Stored dataset items
----

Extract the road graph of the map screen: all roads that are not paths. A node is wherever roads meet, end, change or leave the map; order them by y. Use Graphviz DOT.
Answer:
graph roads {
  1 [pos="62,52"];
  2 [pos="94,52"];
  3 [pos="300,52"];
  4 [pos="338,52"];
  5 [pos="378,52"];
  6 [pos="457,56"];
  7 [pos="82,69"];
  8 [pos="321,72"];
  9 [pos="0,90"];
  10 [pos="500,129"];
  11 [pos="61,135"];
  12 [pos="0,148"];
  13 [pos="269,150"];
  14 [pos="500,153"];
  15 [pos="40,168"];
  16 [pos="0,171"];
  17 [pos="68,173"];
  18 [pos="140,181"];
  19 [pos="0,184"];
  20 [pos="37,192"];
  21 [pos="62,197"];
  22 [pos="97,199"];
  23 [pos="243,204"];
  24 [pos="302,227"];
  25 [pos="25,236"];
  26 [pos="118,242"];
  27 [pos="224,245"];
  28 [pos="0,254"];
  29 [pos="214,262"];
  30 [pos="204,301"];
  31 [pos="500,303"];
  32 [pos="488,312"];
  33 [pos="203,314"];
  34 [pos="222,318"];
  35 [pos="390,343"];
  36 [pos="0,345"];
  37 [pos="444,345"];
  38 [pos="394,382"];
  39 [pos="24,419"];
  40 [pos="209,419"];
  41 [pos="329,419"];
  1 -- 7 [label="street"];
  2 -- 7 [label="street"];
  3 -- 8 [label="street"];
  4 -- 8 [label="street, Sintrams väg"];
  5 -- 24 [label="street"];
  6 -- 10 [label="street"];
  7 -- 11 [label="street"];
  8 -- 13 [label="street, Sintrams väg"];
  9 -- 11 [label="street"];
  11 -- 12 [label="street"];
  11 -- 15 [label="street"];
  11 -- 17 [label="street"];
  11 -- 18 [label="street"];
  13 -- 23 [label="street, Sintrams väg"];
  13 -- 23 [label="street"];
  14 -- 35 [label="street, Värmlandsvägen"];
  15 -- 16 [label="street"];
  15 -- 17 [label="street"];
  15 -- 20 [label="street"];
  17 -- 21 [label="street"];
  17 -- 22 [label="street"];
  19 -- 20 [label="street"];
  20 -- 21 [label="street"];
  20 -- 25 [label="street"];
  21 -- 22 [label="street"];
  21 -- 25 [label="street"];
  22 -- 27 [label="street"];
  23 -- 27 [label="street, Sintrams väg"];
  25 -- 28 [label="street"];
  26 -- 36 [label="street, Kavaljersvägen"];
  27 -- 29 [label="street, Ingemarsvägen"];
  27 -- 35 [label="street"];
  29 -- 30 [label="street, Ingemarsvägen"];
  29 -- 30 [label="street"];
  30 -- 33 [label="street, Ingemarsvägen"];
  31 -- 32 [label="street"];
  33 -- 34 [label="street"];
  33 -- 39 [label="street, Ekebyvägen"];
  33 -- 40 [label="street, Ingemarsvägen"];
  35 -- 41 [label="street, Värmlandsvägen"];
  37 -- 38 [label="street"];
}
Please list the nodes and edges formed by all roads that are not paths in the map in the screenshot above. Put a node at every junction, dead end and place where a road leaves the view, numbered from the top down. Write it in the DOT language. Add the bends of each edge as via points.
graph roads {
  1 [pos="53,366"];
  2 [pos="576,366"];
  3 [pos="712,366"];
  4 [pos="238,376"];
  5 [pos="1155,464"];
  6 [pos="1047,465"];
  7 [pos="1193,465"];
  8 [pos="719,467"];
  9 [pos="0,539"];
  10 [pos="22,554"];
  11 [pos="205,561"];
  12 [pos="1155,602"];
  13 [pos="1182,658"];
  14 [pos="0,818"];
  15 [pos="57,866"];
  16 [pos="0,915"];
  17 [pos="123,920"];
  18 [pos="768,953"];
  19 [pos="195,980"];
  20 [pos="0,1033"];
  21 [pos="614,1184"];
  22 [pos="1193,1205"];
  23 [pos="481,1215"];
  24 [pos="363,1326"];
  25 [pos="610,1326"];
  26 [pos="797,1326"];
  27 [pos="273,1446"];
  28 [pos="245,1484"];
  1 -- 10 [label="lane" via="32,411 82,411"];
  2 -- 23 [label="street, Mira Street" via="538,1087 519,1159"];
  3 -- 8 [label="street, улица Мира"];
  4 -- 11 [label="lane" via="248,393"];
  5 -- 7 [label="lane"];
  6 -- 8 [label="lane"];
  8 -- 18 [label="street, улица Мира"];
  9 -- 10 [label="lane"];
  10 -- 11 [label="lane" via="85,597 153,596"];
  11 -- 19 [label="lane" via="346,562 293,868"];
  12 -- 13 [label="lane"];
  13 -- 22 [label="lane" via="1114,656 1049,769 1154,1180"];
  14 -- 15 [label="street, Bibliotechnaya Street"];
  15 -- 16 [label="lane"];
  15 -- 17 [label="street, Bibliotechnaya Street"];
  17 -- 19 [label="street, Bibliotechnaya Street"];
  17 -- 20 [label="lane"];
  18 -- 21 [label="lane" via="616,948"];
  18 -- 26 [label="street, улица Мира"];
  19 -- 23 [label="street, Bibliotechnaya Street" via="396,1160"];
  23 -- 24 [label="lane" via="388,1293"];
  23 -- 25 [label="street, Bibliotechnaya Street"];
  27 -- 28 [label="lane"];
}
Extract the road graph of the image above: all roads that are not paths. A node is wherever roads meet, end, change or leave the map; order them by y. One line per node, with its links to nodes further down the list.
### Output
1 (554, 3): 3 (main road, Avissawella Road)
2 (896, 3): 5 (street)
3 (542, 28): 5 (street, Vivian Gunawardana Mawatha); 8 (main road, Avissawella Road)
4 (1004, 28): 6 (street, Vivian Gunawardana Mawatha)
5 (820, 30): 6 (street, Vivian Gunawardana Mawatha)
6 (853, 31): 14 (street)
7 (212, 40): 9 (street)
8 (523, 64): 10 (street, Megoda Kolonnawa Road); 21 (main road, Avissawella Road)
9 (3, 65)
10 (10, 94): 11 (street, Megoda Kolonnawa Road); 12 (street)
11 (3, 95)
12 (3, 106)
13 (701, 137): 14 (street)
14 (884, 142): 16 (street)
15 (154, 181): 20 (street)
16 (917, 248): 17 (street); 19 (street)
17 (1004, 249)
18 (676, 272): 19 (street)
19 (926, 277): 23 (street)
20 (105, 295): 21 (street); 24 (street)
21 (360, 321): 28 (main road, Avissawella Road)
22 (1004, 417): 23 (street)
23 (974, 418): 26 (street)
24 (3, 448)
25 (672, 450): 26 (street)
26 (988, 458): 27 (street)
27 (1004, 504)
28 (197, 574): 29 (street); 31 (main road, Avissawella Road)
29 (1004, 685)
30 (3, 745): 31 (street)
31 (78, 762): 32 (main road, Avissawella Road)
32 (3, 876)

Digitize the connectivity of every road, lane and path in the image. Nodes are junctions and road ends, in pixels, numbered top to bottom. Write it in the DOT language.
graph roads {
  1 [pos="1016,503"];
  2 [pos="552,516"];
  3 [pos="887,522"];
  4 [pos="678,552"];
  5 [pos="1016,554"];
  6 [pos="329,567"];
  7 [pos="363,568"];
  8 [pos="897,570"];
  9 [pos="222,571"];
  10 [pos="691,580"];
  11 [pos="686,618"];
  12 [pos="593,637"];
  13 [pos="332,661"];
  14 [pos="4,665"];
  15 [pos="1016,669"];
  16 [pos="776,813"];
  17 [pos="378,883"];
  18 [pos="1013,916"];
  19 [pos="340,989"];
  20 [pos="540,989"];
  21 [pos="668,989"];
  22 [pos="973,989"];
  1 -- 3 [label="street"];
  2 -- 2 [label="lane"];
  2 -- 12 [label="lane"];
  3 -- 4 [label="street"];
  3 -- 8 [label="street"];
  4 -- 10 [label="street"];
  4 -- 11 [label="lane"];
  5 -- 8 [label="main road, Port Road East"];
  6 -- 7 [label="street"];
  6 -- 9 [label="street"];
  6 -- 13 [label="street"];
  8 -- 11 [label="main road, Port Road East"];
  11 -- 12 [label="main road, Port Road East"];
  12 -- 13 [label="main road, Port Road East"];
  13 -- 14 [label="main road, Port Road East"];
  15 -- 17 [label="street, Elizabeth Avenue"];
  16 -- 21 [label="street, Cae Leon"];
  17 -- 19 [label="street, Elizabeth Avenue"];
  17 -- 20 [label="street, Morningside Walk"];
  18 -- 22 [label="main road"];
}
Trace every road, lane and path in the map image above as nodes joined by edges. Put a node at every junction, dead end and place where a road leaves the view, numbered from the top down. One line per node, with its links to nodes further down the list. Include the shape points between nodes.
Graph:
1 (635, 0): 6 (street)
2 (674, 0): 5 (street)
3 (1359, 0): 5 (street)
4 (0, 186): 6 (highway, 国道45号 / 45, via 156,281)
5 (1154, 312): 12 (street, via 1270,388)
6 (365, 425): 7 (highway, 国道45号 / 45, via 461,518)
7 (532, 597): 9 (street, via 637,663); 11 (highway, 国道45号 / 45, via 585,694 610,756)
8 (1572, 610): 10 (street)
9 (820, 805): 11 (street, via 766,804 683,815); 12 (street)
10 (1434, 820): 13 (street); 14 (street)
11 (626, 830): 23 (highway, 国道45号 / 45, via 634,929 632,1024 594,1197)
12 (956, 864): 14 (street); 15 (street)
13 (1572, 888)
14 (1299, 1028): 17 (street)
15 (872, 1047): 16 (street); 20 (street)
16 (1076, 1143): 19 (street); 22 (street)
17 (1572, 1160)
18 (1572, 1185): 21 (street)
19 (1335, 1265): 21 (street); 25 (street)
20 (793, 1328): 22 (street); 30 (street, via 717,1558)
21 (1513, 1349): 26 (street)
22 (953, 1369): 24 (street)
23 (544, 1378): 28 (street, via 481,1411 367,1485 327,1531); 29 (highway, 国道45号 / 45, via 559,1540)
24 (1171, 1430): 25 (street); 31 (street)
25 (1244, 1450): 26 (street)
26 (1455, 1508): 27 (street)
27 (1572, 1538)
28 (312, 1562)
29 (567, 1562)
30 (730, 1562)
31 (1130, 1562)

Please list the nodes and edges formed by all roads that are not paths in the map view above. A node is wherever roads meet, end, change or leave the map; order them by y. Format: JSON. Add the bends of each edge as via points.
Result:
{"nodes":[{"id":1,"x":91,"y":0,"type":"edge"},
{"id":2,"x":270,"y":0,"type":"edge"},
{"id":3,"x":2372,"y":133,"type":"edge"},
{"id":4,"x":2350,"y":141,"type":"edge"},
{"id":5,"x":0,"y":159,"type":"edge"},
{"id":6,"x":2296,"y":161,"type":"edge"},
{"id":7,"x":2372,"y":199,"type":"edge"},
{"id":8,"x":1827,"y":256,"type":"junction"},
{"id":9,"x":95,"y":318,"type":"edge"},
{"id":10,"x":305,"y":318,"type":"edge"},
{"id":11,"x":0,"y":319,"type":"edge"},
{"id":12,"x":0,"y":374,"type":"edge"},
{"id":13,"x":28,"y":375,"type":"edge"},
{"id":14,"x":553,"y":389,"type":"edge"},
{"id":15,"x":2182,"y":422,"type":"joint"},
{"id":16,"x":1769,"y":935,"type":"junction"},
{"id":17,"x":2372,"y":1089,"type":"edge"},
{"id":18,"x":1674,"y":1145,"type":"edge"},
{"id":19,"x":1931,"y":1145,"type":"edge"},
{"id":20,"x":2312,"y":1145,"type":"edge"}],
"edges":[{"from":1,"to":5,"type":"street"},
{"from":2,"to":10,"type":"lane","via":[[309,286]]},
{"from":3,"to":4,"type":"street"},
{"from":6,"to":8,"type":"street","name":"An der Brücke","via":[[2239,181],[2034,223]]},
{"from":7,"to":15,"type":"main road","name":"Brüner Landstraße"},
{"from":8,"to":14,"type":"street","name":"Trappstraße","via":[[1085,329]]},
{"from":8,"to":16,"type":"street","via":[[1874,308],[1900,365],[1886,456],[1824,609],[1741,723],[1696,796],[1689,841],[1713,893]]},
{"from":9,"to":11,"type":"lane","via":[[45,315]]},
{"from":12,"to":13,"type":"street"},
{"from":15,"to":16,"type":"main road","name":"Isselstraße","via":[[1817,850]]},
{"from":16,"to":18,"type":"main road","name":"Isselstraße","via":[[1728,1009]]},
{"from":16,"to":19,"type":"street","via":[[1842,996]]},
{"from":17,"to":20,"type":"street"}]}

----

→ **DESCRIPTION OF THE TASK**
How many lines in the entries include the string "every"? Answer with the number alone.

→ **OUTPUT OF THE TASK**
3